### WORKING DATA

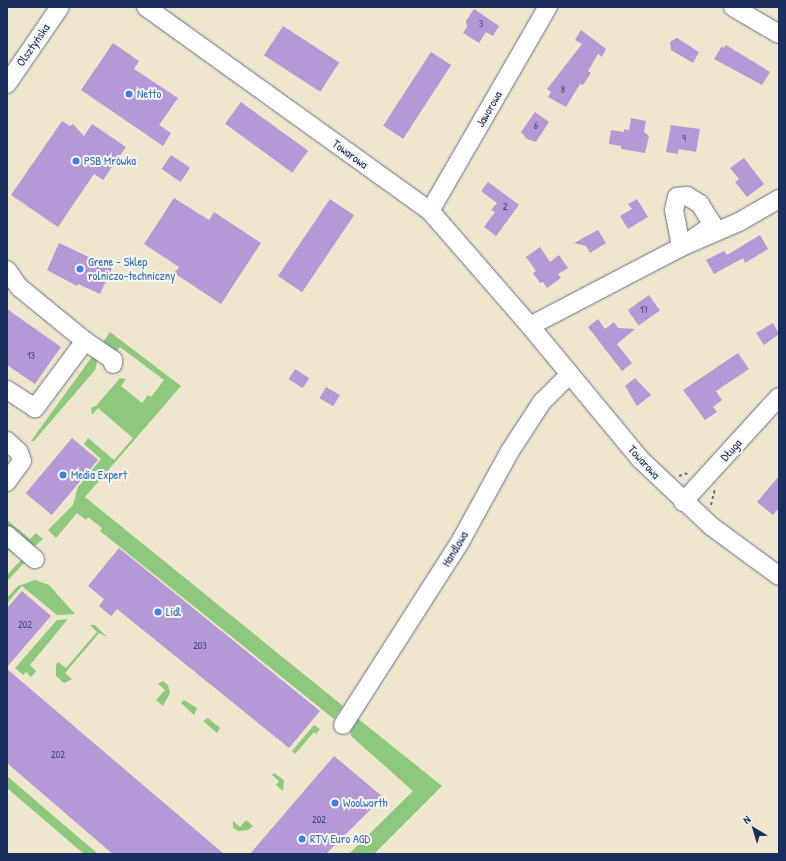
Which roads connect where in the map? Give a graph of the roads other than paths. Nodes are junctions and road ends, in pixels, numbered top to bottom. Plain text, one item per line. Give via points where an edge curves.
1 (60, 7) edge
2 (146, 7) edge
3 (548, 7) edge
4 (733, 7) edge
5 (777, 28) edge
6 (7, 84) edge
7 (779, 199) edge
8 (430, 211) junction
9 (7, 270) edge
10 (530, 326) junction
11 (85, 341) junction
12 (113, 364) dead end
13 (569, 375) junction
14 (7, 390) edge
15 (779, 397) edge
16 (7, 441) edge
17 (7, 482) edge
18 (683, 502) junction
19 (7, 535) edge
20 (35, 559) dead end
21 (779, 576) edge
22 (344, 725) dead end

1 - 6 street, Olsztyńska
2 - 8 street, Towarowa
3 - 8 street, Jaworowa
4 - 5 street
7 - 10 street via 739,222 681,246
8 - 10 street, Towarowa
9 - 11 street via 19,287
10 - 13 street, Towarowa
11 - 12 street via 113,360
11 - 14 street via 35,408
13 - 18 street, Towarowa via 640,459
13 - 22 street, Handlowa via 548,393 538,408 460,542
15 - 18 street, Długa
16 - 17 street via 19,452 22,461
18 - 21 street, Towarowa
19 - 20 street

### DESCRIPTION OF THE TASK
Output the data above verbatim, pictures excluded.

### FINISHED TASK
Which roads connect where in the map? Give a graph of the roads other than paths. Nodes are junctions and road ends, in pixels, numbered top to bottom. Plain text, one item per line. Give via points where an edge curves.
1 (60, 7) edge
2 (146, 7) edge
3 (548, 7) edge
4 (733, 7) edge
5 (777, 28) edge
6 (7, 84) edge
7 (779, 199) edge
8 (430, 211) junction
9 (7, 270) edge
10 (530, 326) junction
11 (85, 341) junction
12 (113, 364) dead end
13 (569, 375) junction
14 (7, 390) edge
15 (779, 397) edge
16 (7, 441) edge
17 (7, 482) edge
18 (683, 502) junction
19 (7, 535) edge
20 (35, 559) dead end
21 (779, 576) edge
22 (344, 725) dead end

1 - 6 street, Olsztyńska
2 - 8 street, Towarowa
3 - 8 street, Jaworowa
4 - 5 street
7 - 10 street via 739,222 681,246
8 - 10 street, Towarowa
9 - 11 street via 19,287
10 - 13 street, Towarowa
11 - 12 street via 113,360
11 - 14 street via 35,408
13 - 18 street, Towarowa via 640,459
13 - 22 street, Handlowa via 548,393 538,408 460,542
15 - 18 street, Długa
16 - 17 street via 19,452 22,461
18 - 21 street, Towarowa
19 - 20 street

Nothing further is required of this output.